#new research #innovation #diabetes
By highlighting the ability of cells to compensate for the lack of insulin, I have used the unsuspected analysis of cellular plasticity in the pancreas.
Persistent high blood glucose cells that heal when certain cells in the pancreas - β cells that produce insulin - are destroyed or are no longer able to secrete insulin. Researchers at the University of Geneva (UNIGE) have managed to get a portion of the pancreas cells, which are usually others, but can take the upper hand from damaged cells by starting an insulin production. Looking at how they can change their identity, I discovered a phenomenon of cellular plasticity unknown until now. Furthermore, beyond the pancreas, such processes could characterize many other types of cells in the body. These results, to be read in Nature Cell Biology, lead to completely new strategic strategies.
The pancreas contains different types of different cells. Among these are the cells, which are glucagon, the β cells, which are insulin, and the cells are, like somatostatin, a hormone that acts as a local system to control cell and β activity. Together small groups known as pancreatic islands. Glucagon increases blood sugar levels, while insulin has the opposite effect. In patients with diabetes, in the absence of functional β cells, blood sugar levels are persistently high.

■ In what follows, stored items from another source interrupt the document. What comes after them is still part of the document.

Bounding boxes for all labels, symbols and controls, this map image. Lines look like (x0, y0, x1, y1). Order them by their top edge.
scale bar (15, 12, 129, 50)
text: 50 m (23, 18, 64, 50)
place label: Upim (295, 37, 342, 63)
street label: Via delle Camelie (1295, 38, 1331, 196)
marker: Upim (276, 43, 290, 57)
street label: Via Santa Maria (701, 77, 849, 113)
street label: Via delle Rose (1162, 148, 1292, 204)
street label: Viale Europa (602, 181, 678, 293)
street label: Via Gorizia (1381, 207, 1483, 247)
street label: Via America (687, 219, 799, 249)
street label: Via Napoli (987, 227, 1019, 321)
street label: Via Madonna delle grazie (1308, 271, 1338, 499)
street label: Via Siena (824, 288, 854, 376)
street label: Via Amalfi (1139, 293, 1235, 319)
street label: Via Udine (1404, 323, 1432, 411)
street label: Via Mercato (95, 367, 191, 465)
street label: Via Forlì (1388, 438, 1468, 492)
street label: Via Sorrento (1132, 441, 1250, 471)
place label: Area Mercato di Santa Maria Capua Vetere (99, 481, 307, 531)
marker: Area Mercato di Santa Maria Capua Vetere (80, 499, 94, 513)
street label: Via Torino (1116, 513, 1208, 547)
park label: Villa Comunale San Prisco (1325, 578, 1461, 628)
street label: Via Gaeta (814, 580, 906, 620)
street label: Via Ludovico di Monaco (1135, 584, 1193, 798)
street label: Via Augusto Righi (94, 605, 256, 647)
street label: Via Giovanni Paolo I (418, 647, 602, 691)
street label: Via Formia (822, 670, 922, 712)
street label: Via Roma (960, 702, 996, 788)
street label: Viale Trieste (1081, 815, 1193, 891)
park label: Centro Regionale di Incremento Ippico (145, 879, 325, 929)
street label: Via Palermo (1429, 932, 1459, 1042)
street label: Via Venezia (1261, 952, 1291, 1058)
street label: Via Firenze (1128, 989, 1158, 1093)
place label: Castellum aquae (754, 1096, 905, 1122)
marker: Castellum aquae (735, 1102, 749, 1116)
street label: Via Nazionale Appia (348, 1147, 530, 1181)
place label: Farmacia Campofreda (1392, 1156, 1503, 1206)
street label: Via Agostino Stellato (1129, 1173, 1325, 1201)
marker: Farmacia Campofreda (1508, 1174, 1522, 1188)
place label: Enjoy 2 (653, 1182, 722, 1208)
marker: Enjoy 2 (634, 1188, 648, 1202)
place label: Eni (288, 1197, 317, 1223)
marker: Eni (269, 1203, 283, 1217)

At the UNIGE Faculty of Medicine, Professor Pedro Herrera and his team demonstrated, some years ago, the existence of a natural ability to regenerate insulin-producing cells: in mice without β-cells, new insulin-producing cells spontaneously . Some pancreatic cells are then able to reprogram themselves to learn how to secrete insulin. "However, this phenomenon affects only 1-2% of α and δ cells because some perform this conversion and others do not. And always, possible possible to encourage it? Professor Herrera.
If the professor's work is concentrated on pancreatic cells, the same processes can be applied to many other differentiated cells in the body. Thus, the idea that cells mature is differentiated remain stable forever is now being questioned.